● **Required action**: Below are lines of data. Give the number of them that contain the string "ALBION", and nothing else.

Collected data
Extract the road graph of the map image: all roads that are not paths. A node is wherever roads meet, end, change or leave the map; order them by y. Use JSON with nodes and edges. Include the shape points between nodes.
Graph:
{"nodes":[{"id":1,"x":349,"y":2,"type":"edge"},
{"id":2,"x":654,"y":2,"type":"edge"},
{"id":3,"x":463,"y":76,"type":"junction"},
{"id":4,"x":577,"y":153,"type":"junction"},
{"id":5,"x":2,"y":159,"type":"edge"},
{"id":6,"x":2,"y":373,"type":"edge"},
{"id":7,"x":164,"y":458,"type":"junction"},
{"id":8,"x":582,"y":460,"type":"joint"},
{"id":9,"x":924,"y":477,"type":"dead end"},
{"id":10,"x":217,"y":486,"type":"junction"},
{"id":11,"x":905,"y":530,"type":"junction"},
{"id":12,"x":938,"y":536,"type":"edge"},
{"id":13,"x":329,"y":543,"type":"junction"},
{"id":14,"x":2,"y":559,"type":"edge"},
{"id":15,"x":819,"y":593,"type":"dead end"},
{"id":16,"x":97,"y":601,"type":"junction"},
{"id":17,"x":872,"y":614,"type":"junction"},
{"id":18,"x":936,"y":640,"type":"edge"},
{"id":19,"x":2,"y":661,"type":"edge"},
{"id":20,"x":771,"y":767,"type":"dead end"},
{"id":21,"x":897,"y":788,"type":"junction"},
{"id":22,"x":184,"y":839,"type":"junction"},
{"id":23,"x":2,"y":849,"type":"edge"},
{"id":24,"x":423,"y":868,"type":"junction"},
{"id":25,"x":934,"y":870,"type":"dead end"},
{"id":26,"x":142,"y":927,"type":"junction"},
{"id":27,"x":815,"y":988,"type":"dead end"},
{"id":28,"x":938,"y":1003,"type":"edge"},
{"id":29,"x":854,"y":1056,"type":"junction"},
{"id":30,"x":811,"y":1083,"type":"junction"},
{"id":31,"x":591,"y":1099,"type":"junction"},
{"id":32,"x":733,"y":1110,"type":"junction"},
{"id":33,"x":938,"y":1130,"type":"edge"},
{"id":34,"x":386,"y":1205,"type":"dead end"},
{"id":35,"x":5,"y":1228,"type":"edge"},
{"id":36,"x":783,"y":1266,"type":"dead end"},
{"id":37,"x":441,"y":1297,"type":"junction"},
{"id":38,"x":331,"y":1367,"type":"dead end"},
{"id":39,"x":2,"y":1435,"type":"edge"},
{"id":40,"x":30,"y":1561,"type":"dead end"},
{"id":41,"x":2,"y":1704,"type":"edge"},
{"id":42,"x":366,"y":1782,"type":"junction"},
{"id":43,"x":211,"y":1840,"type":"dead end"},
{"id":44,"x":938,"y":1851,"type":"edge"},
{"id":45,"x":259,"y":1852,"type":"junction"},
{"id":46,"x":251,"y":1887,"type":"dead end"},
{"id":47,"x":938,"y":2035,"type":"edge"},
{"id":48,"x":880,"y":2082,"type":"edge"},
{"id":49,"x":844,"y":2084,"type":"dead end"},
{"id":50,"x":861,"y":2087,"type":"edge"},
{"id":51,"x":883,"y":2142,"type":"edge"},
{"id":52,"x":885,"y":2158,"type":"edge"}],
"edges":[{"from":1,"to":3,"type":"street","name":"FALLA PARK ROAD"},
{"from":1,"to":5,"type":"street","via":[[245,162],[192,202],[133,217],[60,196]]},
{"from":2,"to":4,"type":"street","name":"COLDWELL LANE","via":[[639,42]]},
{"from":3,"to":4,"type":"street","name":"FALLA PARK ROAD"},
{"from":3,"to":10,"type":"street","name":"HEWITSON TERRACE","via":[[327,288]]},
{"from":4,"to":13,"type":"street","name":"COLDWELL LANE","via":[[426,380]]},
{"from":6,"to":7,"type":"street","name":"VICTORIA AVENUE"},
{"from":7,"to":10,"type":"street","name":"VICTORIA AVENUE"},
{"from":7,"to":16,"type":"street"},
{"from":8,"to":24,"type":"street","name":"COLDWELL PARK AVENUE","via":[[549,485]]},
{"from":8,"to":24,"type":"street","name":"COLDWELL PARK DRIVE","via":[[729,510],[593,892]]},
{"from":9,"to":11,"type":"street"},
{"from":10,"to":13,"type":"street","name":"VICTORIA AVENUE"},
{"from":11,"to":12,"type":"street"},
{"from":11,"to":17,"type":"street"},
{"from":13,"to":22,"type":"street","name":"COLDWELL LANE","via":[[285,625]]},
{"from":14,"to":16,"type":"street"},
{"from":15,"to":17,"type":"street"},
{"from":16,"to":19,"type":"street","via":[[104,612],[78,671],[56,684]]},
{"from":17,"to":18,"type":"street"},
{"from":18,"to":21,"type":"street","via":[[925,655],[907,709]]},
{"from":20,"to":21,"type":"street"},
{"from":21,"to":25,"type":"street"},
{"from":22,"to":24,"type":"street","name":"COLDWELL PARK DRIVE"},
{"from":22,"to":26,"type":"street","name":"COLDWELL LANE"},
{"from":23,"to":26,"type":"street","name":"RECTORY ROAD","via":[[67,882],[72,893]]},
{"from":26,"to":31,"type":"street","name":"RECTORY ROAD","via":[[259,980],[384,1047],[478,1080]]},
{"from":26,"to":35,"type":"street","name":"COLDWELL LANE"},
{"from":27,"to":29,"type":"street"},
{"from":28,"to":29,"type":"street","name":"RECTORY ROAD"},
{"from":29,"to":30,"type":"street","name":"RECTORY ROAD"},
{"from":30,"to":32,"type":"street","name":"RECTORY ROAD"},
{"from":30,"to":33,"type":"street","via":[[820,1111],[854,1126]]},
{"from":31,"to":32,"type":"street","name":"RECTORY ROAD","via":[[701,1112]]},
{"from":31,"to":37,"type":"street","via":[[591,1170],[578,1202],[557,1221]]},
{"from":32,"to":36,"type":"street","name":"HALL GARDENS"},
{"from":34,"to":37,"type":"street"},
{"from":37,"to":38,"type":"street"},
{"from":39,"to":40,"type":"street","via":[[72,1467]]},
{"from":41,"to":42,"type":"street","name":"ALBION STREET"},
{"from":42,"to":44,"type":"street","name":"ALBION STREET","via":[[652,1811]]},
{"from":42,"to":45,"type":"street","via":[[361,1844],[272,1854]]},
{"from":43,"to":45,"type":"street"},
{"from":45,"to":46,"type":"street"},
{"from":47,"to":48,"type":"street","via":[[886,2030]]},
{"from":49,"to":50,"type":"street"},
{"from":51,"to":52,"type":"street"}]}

● **Output for this exercise**: 2